Freilichtbühne Porta feiert gelungene Premiere von "Die kleine Hexe" / Acht Bad Oeynhausener mit dabei
Bad Oeynhausen/Porta Westfalica. Piff, paff, puff - an allen Ecken der Portabühne schießen Blitze in die Höhe, raucht es oder lassen die Hexen es krachen. Vor allem die kleinen Besucher der Premiere von "Die kleine Hexe" (nach Otfried Preußler) auf der Freilichtbühne kommen aus dem Staunen nicht mehr heraus. Zusammen mit acht Bad Oeynhausener Darstellern feiern sie am Pfingstsonntag eine gelungene Premiere vor ausverkauftem Haus - die auch durch farbenfrohe Kostüme überzeugt.
"Papa, wann kommt denn endlich die kleine Hexe", der kleine Besucher in der ersten Reihe kann es kaum noch abwarten. Schließlich hat er die Hexe gleich zu Beginn erwartet. Statt dessen flattern erst einmal lauter schwarze Raben über die Goethe-Freilichtbühne in Porta Westfalica. Doch dann kommt sie endlich: die kleine Hexe. Gespielt von Karolin Bornemeier, mit bunten Pfeifenputzern im Haar und einem dicken Hexenbuch unter dem Arm. Das muss sie schließlich bis zur Walpurgisnacht auswendig können.

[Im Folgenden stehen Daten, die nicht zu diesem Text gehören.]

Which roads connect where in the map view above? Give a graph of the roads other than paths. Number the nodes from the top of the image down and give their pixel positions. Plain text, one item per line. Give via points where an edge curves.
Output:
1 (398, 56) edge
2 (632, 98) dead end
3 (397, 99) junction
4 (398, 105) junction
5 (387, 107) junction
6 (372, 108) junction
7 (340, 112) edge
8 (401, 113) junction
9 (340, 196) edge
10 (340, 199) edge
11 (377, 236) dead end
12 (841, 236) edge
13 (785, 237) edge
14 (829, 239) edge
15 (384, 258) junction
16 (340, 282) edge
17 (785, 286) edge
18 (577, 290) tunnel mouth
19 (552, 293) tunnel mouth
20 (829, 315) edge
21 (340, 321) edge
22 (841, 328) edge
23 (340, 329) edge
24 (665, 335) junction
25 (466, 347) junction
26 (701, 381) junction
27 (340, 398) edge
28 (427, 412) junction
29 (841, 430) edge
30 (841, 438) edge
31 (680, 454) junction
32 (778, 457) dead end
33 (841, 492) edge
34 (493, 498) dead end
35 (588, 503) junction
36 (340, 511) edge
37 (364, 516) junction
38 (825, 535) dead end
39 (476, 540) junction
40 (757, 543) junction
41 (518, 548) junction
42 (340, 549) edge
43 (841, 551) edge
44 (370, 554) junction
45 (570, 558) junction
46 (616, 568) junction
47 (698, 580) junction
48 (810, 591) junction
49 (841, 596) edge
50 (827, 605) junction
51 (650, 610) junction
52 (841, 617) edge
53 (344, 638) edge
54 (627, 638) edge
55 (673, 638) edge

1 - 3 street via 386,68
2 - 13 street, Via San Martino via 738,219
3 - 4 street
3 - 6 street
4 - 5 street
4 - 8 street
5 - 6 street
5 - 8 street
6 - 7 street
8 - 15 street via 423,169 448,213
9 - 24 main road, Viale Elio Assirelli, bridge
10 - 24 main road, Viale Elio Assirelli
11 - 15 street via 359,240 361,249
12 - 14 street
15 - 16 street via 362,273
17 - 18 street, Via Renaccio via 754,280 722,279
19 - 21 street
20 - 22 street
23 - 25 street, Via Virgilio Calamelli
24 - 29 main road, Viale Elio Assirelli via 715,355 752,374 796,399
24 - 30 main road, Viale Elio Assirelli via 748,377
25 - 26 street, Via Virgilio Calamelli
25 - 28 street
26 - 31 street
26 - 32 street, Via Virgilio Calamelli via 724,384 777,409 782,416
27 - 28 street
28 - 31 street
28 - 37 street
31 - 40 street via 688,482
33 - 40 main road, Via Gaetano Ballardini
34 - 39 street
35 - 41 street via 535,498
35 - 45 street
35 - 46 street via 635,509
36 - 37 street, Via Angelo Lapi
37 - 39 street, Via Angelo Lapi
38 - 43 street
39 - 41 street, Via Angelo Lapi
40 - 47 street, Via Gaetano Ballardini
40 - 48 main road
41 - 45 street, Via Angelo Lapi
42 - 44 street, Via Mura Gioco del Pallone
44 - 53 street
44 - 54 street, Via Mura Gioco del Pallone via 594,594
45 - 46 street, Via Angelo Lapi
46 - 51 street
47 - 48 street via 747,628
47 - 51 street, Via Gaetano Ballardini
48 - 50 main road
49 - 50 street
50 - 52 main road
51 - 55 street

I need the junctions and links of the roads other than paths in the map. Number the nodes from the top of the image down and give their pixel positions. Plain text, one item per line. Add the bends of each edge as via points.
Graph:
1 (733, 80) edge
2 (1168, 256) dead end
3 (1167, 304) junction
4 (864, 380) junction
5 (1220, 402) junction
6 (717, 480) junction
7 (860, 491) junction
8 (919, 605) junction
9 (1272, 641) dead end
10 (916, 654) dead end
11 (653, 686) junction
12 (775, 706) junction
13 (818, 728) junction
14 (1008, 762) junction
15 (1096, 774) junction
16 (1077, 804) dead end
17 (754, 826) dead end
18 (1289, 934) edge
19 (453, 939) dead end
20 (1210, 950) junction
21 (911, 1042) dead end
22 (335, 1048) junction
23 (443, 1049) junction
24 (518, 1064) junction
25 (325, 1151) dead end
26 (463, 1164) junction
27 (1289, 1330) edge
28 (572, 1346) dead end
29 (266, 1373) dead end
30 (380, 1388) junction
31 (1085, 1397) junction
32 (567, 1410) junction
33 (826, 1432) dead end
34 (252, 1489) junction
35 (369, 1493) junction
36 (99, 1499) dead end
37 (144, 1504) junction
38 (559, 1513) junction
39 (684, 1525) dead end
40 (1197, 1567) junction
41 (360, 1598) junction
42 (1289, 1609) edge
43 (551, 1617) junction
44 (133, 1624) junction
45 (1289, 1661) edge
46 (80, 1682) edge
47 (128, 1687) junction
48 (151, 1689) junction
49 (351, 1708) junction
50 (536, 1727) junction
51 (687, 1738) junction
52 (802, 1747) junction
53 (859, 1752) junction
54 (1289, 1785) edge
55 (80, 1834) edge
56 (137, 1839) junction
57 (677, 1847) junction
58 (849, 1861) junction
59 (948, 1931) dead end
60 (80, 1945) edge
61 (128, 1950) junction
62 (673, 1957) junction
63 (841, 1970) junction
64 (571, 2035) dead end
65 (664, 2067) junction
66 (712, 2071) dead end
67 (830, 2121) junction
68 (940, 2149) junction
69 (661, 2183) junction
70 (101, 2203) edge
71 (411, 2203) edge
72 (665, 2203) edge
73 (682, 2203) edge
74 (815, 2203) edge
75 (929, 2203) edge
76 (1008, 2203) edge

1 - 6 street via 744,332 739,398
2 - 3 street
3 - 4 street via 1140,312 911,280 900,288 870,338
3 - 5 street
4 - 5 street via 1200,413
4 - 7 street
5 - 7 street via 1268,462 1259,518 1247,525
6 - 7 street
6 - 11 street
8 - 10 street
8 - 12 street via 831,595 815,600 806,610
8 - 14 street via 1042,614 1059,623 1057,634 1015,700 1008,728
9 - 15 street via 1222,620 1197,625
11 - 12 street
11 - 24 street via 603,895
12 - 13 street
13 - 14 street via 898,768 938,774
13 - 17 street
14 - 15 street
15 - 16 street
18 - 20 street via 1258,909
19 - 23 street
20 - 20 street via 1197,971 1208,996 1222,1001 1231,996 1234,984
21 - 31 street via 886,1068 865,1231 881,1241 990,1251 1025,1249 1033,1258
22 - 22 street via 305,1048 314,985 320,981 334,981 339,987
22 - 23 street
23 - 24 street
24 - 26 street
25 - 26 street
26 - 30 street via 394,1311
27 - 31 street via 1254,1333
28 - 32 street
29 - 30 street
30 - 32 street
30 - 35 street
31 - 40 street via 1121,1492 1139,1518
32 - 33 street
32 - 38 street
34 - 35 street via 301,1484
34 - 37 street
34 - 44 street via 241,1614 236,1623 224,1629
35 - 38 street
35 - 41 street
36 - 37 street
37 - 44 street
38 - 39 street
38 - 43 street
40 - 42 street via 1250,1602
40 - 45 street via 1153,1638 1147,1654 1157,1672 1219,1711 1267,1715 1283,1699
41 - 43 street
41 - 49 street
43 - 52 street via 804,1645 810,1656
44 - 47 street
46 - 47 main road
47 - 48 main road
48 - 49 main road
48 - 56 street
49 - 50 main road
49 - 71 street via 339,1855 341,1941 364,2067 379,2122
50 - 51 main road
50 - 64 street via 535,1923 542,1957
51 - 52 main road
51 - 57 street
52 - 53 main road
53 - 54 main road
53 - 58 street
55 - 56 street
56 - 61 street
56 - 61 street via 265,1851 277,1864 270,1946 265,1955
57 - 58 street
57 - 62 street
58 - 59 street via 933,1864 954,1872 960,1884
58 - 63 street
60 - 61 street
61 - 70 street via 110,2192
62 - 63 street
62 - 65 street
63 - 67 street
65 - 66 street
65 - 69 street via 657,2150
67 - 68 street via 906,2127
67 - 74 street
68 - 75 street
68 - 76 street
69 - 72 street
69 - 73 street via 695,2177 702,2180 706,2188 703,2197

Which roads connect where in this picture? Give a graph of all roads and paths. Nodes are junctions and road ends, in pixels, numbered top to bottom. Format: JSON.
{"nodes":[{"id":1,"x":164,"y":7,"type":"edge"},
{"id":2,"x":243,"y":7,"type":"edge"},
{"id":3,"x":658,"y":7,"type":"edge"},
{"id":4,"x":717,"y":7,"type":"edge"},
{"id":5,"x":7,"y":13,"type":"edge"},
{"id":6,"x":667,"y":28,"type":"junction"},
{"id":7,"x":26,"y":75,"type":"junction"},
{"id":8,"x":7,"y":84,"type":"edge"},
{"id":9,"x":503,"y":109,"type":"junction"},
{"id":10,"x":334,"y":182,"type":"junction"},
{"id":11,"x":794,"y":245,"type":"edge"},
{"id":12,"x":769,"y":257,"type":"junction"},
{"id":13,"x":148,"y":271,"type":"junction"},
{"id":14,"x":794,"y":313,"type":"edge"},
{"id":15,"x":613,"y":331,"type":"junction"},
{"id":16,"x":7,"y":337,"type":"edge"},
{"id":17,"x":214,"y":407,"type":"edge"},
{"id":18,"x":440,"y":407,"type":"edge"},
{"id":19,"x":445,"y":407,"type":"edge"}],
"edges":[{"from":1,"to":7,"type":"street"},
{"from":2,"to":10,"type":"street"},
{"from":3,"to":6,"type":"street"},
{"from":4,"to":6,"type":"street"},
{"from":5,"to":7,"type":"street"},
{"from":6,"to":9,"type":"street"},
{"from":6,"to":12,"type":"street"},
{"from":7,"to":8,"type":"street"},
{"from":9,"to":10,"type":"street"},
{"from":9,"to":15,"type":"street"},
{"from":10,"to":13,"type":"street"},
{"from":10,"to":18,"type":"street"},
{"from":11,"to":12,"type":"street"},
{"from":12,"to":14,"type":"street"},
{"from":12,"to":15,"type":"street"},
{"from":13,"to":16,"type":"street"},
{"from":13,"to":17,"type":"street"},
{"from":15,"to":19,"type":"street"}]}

Während die kleine Hexe Rauch aufsteigen, es im großen Hexenkessel krachen oder den Schornstein des Hexenhauses größer werden lässt, lösen Agathe, Käthe und Rufus - die drei weißen Pudel vom Revierförster (Pascal Heger) nach wenigen Minuten den ersten Sturm der Begeisterung aus. Sie sind aber auch zu süß in ihren weißen Kostümen, mit hechelnden Zungen und Händen, die sie als Pfötchen in die Höhe halten.
Eine ebensolche Begeisterung verursachen in der zweiten Hälfte des Stückes die sieben alten Hexen (Wetterhexe Muhme Rumpumpel, die Oberhexe, Knusperhexe Kriemhild, Kräuterhexe Chantal, Moorhexe Monika, Waldhexe Waltraud und die Windhexe). Mit schwarzen Zahnlücken, zerlumpten Kleidern und riesigen Besen wirbeln sie über die Bühne.
Gleich acht Bad Oeynhausener - Bianca Müller (Muhme Rumpumpel), Rebecca Ußling (Waldhexe), Kristina Stelze (Schneemann), Johannes Wöpkemeier (Thomas vom Ochsenwirt), Patrick Huß (Ochse) sowie Tabea, Tobias und Vera Schur - stehen mit auf der Bühne. Sie alle ernten bei der überaus gelungenen Premiere (Regisseur Detlev Schmidt) großen Applaus.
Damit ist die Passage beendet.